Beneath this task are records; count how many lines include the string "ถนนพ" and answer with that number alone.

━━━ Dataset extract ━━━

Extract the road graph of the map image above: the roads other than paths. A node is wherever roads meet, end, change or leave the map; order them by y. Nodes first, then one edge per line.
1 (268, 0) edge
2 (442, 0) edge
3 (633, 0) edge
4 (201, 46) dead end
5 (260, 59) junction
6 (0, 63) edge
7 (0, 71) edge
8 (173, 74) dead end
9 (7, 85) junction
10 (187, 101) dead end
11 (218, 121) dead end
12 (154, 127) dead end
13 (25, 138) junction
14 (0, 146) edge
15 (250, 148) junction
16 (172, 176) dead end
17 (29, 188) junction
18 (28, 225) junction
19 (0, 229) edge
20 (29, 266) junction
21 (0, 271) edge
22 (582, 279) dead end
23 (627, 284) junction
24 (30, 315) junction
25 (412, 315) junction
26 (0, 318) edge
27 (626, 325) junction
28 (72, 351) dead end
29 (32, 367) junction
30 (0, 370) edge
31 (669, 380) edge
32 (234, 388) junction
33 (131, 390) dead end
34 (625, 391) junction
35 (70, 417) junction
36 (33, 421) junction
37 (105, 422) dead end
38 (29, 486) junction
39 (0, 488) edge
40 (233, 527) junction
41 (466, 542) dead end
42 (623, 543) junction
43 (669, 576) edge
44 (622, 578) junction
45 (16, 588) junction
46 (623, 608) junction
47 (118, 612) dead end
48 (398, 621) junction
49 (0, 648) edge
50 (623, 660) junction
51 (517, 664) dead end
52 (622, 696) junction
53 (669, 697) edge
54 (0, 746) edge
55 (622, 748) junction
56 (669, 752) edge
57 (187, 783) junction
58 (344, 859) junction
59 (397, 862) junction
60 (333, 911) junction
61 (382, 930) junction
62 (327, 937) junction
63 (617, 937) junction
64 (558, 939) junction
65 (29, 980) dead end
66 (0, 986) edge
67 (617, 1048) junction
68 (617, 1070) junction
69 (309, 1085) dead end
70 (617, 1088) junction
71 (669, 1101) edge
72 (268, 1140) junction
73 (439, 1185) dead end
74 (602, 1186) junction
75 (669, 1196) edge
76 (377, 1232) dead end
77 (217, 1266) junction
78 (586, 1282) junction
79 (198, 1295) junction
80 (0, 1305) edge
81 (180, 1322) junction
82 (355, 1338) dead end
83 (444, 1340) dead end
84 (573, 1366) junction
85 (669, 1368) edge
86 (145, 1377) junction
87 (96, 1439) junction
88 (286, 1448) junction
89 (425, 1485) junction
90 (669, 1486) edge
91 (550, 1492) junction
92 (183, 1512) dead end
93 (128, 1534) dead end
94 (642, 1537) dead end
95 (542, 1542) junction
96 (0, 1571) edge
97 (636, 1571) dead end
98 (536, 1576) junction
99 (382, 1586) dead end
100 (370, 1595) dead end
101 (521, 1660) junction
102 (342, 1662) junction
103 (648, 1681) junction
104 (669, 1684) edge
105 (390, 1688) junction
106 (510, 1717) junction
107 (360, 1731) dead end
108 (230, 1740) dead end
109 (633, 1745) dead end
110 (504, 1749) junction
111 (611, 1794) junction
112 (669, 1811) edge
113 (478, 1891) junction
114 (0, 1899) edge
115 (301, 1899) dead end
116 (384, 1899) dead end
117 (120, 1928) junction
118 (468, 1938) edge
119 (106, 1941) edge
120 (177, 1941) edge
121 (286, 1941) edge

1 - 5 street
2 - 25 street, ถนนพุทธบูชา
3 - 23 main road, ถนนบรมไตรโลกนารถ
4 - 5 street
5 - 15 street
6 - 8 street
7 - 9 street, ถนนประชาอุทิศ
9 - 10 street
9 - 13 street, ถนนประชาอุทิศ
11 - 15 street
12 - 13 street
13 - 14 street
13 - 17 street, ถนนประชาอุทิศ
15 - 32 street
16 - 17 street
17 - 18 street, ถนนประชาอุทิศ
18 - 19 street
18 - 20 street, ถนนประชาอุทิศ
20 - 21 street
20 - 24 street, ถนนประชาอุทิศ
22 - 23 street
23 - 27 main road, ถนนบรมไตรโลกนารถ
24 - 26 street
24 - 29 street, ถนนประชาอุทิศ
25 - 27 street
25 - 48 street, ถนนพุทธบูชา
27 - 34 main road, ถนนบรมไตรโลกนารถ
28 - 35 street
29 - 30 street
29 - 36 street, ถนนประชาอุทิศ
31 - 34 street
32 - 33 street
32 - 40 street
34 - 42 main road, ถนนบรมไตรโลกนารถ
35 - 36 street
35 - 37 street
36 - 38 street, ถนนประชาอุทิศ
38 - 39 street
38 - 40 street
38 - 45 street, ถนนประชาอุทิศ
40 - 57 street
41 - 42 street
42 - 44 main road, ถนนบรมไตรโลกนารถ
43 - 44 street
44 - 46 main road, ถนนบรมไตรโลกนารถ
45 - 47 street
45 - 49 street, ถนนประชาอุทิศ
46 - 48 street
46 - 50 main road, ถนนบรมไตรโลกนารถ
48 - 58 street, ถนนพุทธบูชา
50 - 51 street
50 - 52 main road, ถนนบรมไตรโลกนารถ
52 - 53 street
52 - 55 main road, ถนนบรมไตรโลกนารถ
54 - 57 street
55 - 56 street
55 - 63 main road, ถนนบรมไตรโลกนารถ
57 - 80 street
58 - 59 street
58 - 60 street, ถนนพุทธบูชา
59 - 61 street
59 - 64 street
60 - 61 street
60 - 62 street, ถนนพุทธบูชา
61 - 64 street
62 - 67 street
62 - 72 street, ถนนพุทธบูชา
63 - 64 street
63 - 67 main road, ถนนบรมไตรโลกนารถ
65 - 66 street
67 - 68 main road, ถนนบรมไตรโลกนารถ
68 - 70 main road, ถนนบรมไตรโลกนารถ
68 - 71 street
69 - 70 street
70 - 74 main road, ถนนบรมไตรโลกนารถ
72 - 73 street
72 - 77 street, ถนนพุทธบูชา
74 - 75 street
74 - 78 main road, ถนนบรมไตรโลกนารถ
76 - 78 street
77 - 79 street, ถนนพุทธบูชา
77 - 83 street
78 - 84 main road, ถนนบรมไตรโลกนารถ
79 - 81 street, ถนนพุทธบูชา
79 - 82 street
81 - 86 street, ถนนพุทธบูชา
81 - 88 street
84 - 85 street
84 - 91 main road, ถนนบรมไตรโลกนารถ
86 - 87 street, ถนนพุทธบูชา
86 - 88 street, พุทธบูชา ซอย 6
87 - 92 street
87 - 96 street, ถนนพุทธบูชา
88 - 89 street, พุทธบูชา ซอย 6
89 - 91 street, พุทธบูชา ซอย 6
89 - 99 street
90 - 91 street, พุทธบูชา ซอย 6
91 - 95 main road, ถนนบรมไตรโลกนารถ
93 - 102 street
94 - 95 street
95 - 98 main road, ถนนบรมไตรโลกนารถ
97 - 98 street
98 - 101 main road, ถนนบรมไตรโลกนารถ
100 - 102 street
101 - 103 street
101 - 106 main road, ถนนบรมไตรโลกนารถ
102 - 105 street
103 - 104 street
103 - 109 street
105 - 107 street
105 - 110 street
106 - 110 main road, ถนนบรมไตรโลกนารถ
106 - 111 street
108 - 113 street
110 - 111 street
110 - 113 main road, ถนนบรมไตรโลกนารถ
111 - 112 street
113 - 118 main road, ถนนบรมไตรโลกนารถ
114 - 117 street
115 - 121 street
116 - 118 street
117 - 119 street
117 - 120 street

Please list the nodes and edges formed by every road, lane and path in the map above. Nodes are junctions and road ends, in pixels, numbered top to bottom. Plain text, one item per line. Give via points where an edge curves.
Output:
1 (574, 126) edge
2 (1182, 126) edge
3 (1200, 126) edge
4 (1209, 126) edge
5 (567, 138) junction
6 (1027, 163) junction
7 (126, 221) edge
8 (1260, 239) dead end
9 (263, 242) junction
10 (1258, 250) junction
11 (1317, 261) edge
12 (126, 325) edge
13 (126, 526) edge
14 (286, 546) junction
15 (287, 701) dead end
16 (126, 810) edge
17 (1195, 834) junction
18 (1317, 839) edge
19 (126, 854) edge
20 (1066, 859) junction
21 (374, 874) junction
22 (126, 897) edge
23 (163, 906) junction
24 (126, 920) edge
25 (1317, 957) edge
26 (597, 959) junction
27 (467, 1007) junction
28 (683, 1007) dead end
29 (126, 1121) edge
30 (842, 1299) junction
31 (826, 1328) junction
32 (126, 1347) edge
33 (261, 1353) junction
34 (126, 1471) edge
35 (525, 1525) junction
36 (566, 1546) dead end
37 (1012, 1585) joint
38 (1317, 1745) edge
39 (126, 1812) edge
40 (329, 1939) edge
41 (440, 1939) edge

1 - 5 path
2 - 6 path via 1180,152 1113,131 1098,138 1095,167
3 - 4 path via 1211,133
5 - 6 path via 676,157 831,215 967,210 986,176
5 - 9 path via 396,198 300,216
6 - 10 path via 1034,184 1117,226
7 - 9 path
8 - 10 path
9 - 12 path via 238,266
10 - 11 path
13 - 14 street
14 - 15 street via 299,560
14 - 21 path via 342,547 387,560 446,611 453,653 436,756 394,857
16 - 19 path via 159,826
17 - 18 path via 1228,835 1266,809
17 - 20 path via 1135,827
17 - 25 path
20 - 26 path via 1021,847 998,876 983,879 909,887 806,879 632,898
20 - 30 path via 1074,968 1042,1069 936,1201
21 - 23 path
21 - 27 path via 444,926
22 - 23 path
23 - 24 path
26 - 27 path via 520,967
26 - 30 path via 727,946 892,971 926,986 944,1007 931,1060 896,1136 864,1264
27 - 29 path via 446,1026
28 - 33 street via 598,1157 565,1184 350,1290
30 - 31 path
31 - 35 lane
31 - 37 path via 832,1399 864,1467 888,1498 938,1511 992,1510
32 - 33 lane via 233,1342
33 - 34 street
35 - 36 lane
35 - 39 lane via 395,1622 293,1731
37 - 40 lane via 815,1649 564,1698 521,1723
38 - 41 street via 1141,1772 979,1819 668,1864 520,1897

━━━

■ Task response ■
12